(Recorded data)

------------------------------------------------------------

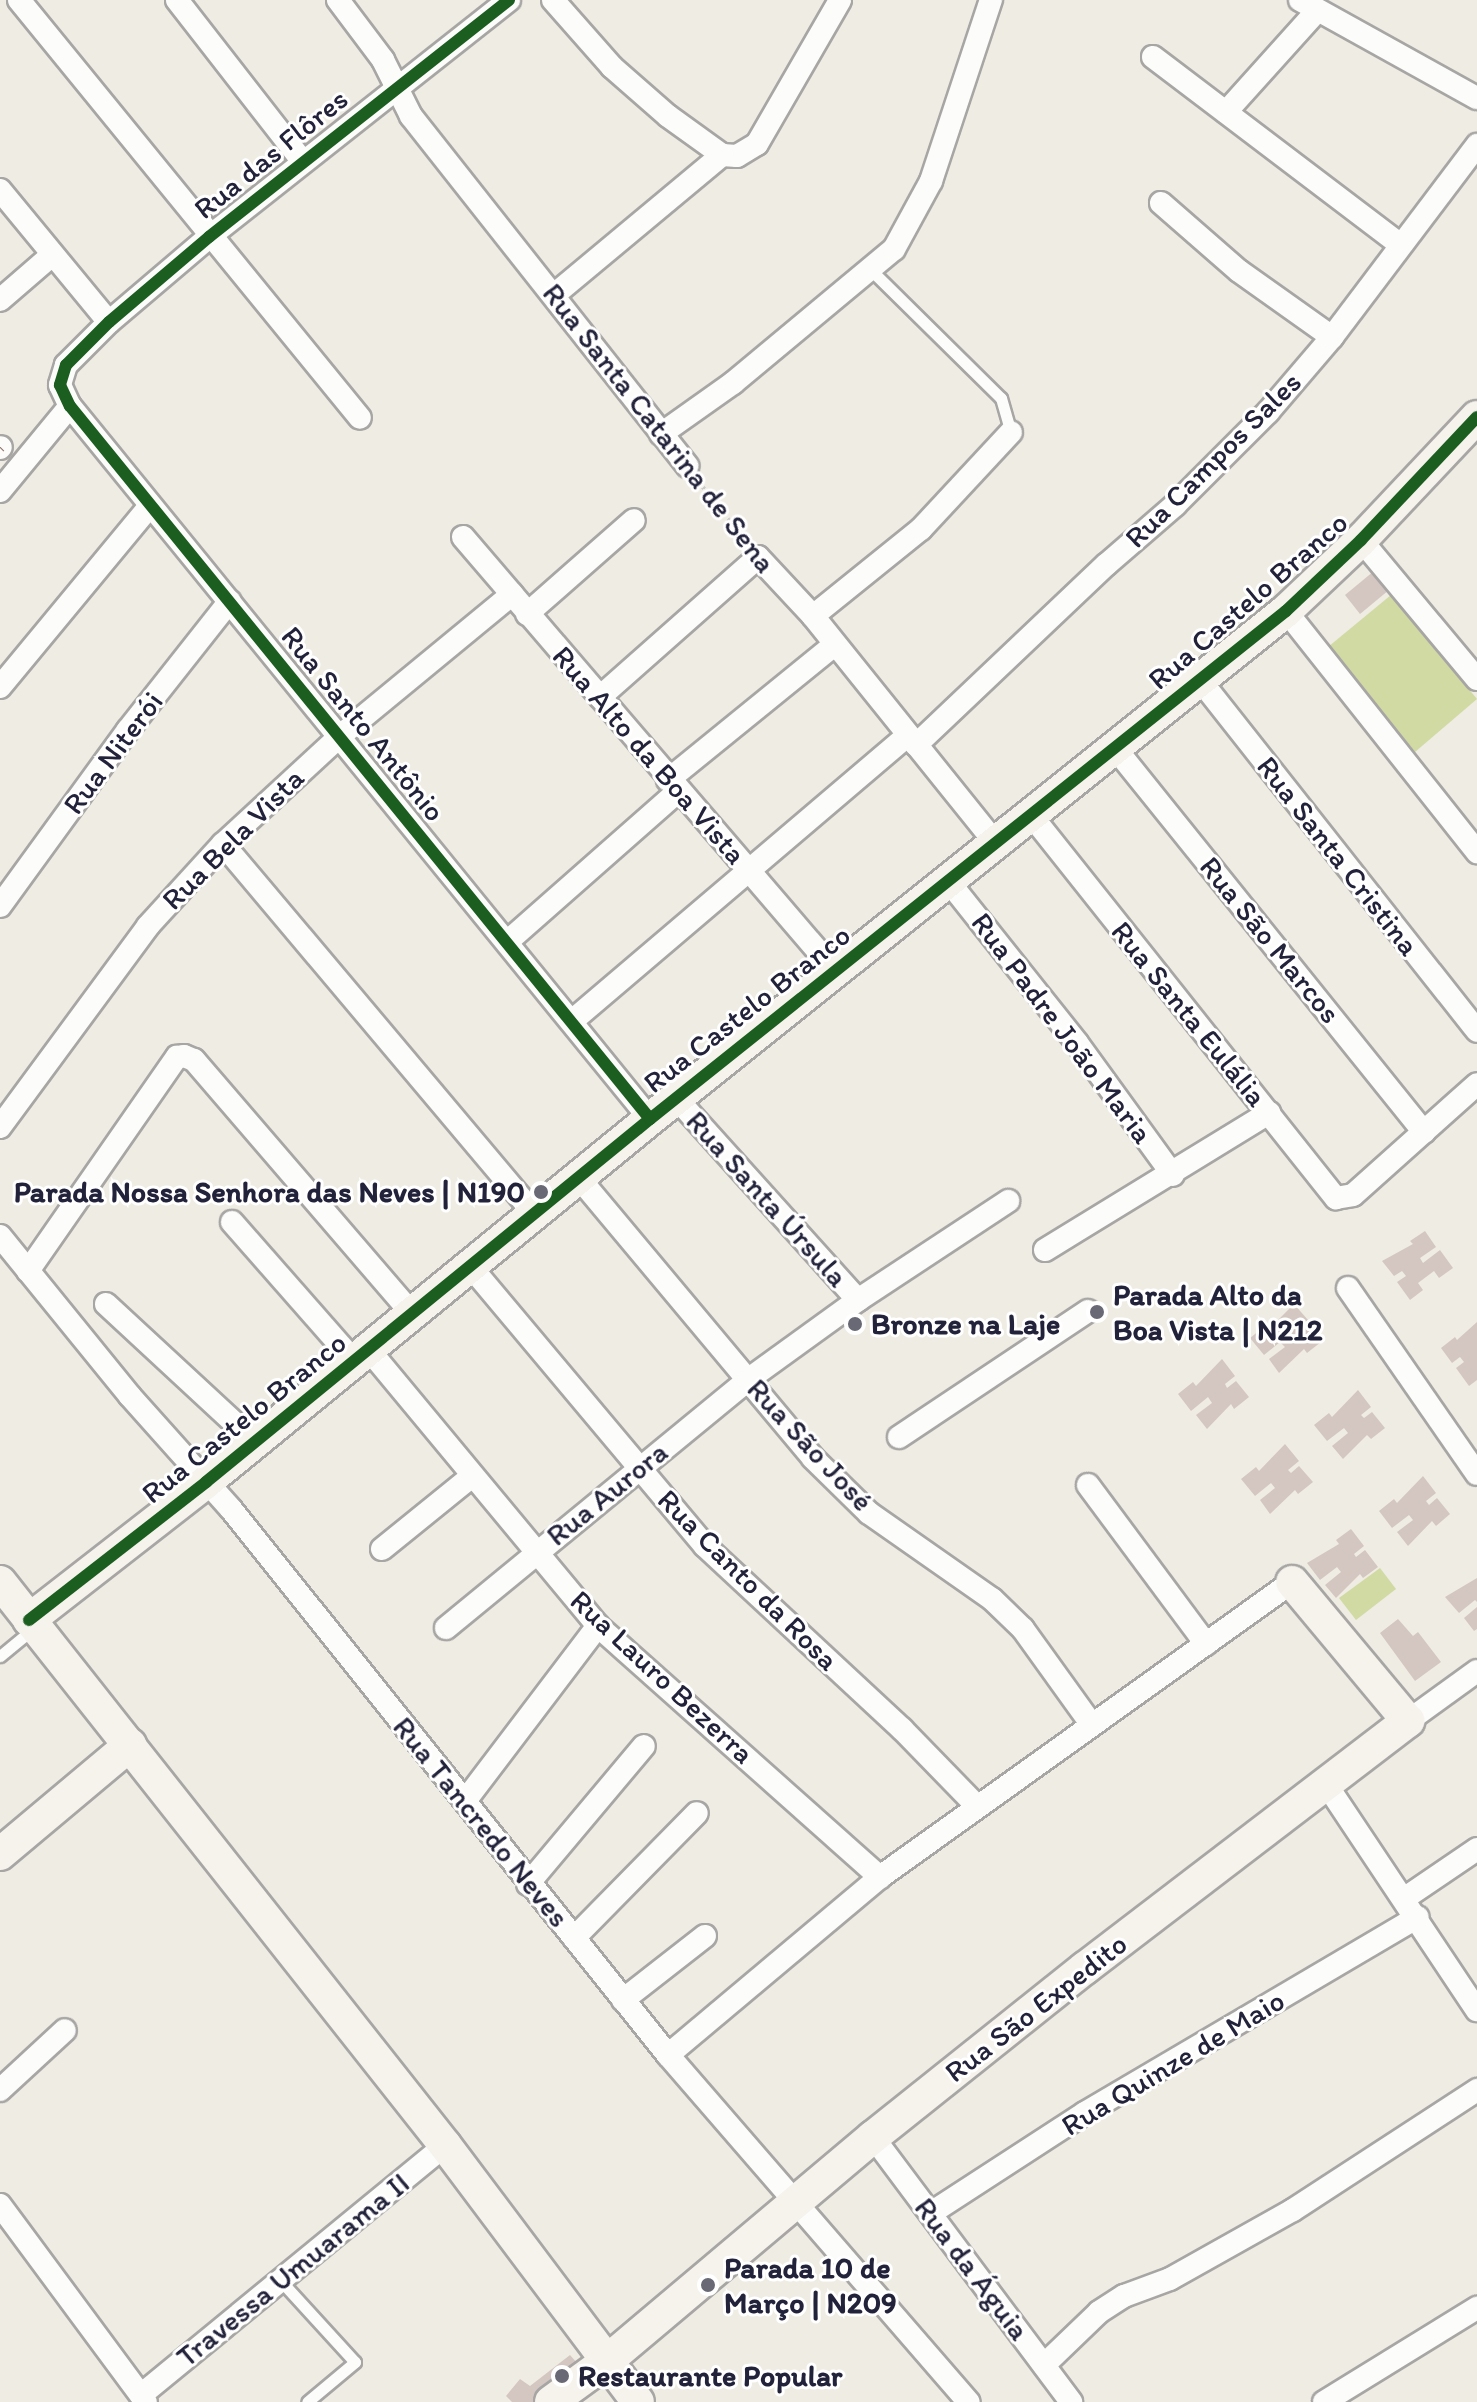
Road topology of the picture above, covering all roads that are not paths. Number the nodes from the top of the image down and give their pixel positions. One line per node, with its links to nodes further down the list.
1 (19, 0): 18 (street)
2 (177, 0): 15 (street)
3 (338, 0): 10 (street, Rua Santa Catarina de Sena)
4 (509, 0): 10 (street, Rua das Flôres)
5 (553, 0): 14 (street)
6 (840, 0): 14 (street)
7 (991, 0): 21 (street)
8 (1308, 6): 11 (street); 12 (street)
9 (1153, 57): 12 (street)
10 (397, 87): 15 (street, Rua das Flôres); 22 (street, Rua Santa Catarina de Sena)
11 (1477, 98)
12 (1226, 112): 19 (street)
13 (1477, 145): 19 (street, Rua Campos Sales)
14 (722, 155): 22 (street)
15 (303, 162): 18 (street, Rua das Flôres)
16 (0, 190): 20 (street)
17 (1161, 203): 25 (street)
18 (209, 237): 24 (street, Rua das Flôres); 28 (street)
19 (1401, 245): 25 (street, Rua Campos Sales)
20 (52, 255): 23 (street); 24 (street)
21 (872, 271): 29 (lane); 30 (street)
22 (554, 295): 30 (street, Rua Santa Catarina de Sena)
23 (0, 300)
24 (109, 322): 26 (street, Rua das Flôres)
25 (1332, 337): 48 (street, Rua Campos Sales)
26 (70, 406): 32 (street); 33 (street, Rua Santo Antônio)
27 (1477, 417): 36 (street, Rua Castelo Branco)
28 (360, 418)
29 (1011, 432): 41 (street)
30 (661, 434): 31 (street, Rua Santa Catarina de Sena)
31 (687, 466)
32 (0, 491)
33 (150, 506): 38 (street, Rua Santo Antônio); 45 (street)
34 (634, 520): 40 (street)
35 (463, 537): 37 (street, Rua Alto da Boa Vista)
36 (1361, 540): 39 (street, Rua Castelo Branco); 43 (street)
37 (512, 594): 40 (street, Rua Alto da Boa Vista); 47 (street, Rua Bela Vista)
38 (230, 601): 47 (street, Rua Santo Antônio); 57 (street, Rua Niterói)
39 (1286, 611): 44 (street, Rua Castelo Branco); 54 (street)
40 (527, 614): 46 (street, Rua Alto da Boa Vista)
41 (813, 616): 42 (street, Rua Santa Catarina de Sena); 46 (street, Rua Santa Catarina de Sena)
42 (834, 645): 48 (street, Rua Santa Catarina de Sena); 50 (street)
43 (1476, 677)
44 (1200, 680): 49 (street, Rua Castelo Branco); 61 (street, Rua Santa Cristina)
45 (0, 687)
46 (600, 697): 50 (street, Rua Alto da Boa Vista)
47 (340, 736): 52 (street, Rua Bela Vista); 58 (street, Rua Santo Antônio)
48 (911, 740): 53 (street, Rua Santa Catarina de Sena); 55 (street, Rua Campos Sales)
49 (1115, 748): 51 (street, Rua Castelo Branco); 67 (street, Rua São Marcos)
50 (673, 786): 55 (street, Rua Alto da Boa Vista); 58 (street)
51 (1031, 815): 53 (street, Rua Castelo Branco); 64 (street, Rua Santa Eulália)
52 (223, 844): 66 (street, Rua Bela Vista); 71 (street)
53 (996, 844): 56 (street, Rua Castelo Branco)
54 (1477, 852)
55 (748, 869): 59 (street, Rua Alto da Boa Vista); 60 (street, Rua Campos Sales)
56 (949, 882): 59 (street, Rua Castelo Branco); 68 (street, Rua Padre João Maria)
57 (0, 906)
58 (507, 942): 60 (street, Rua Santo Antônio)
59 (836, 972): 63 (street, Rua Castelo Branco)
60 (572, 1021): 65 (street, Rua Santo Antônio)
61 (1477, 1031)
62 (1477, 1084): 67 (street)
63 (676, 1098): 65 (street, Rua Castelo Branco); 78 (street, Rua Santa Úrsula)
64 (1269, 1113): 67 (street, Rua Santa Eulália); 68 (street)
65 (650, 1119): 69 (street, Rua Castelo Branco)
66 (0, 1127)
67 (1424, 1132)
68 (1173, 1175): 74 (street)
69 (579, 1178): 71 (street, Rua Castelo Branco); 83 (street, Rua São José)
70 (1008, 1201): 78 (street, Rua Aurora)
71 (535, 1214): 75 (street, Rua Castelo Branco)
72 (232, 1222): 82 (street, Rua Lauro Bezerra)
73 (0, 1236): 76 (street, Rua Tancredo Neves)
74 (1045, 1250)
75 (471, 1267): 81 (street, Rua Castelo Branco); 86 (street, Rua Canto da Rosa)
76 (28, 1271): 81 (street); 89 (street, Rua Tancredo Neves)
77 (1348, 1288): 87 (street)
78 (858, 1300): 83 (street, Rua Aurora)
79 (106, 1304): 85 (street)
80 (1088, 1311): 84 (street)
81 (413, 1315): 82 (street, Rua Castelo Branco)
82 (362, 1356): 85 (street, Rua Castelo Branco); 88 (street, Rua Lauro Bezerra)
83 (749, 1379): 86 (street, Rua Aurora); 102 (street, Rua São José)
84 (899, 1437)
85 (255, 1442): 89 (street, Rua Castelo Branco)
86 (638, 1468): 92 (street, Rua Aurora); 107 (street, Rua Canto da Rosa)
87 (1477, 1474)
88 (471, 1477): 91 (street); 92 (street, Rua Lauro Bezerra)
89 (206, 1482): 95 (street, Rua Castelo Branco); 106 (street, Rua Tancredo Neves)
90 (1088, 1485): 98 (street)
91 (382, 1549)
92 (535, 1553): 96 (street, Rua Lauro Bezerra); 97 (street, Rua Aurora)
93 (0, 1582): 95 (street)
94 (1292, 1582): 98 (street); 101 (street)
95 (32, 1623): 99 (lane); 103 (street)
96 (598, 1626): 106 (street); 111 (street, Rua Lauro Bezerra)
97 (446, 1628)
98 (1206, 1644): 102 (street)
99 (0, 1656)
100 (1477, 1671): 101 (street, Rua São Expedito)
101 (1408, 1721): 105 (street, Rua São Expedito)
102 (1092, 1725): 107 (street)
103 (130, 1745): 110 (street); 124 (street)
104 (644, 1746): 112 (street)
105 (1326, 1784): 113 (street); 123 (street, Rua São Expedito)
106 (465, 1801): 112 (street, Rua Tancredo Neves)
107 (977, 1806): 111 (street)
108 (697, 1813): 116 (street)
109 (1477, 1849): 113 (street)
110 (0, 1854)
111 (880, 1877): 120 (street)
112 (528, 1884): 116 (street, Rua Tancredo Neves)
113 (1405, 1898): 114 (street)
114 (1418, 1917): 118 (street); 127 (street, Rua Quinze de Maio)
115 (705, 1936): 117 (street)
116 (574, 1938): 117 (street, Rua Tancredo Neves)
117 (623, 2000): 120 (street, Rua Tancredo Neves)
118 (1477, 2010)
119 (65, 2030): 121 (street)
120 (668, 2055): 125 (street, Rua Tancredo Neves)
121 (0, 2090)
122 (1477, 2090): 131 (street)
123 (873, 2137): 125 (street, Rua São Expedito); 127 (street, Rua da Águia)
124 (445, 2145): 128 (street, Travessa Umuarama II); 130 (street)
125 (795, 2201): 130 (street, Rua São Expedito); 136 (street, Rua Tancredo Neves)
126 (0, 2205): 132 (street)
127 (931, 2213): 131 (street, Rua da Águia)
128 (280, 2280): 132 (street, Travessa Umuarama II); 133 (lane)
129 (1477, 2308): 138 (street)
130 (607, 2361): 134 (street, Rua São Expedito); 135 (street)
131 (1044, 2365): 137 (street, Rua da Águia)
132 (144, 2398)
133 (307, 2402)
134 (551, 2402)
135 (638, 2402)
136 (969, 2402)
137 (1071, 2402)
138 (1324, 2402)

------------------------------------------------------------

## Activity
All lines above with the word "Vista" need to be reported.

## Output for this exercise
35 (463, 537): 37 (street, Rua Alto da Boa Vista)
37 (512, 594): 40 (street, Rua Alto da Boa Vista); 47 (street, Rua Bela Vista)
40 (527, 614): 46 (street, Rua Alto da Boa Vista)
46 (600, 697): 50 (street, Rua Alto da Boa Vista)
47 (340, 736): 52 (street, Rua Bela Vista); 58 (street, Rua Santo Antônio)
50 (673, 786): 55 (street, Rua Alto da Boa Vista); 58 (street)
52 (223, 844): 66 (street, Rua Bela Vista); 71 (street)
55 (748, 869): 59 (street, Rua Alto da Boa Vista); 60 (street, Rua Campos Sales)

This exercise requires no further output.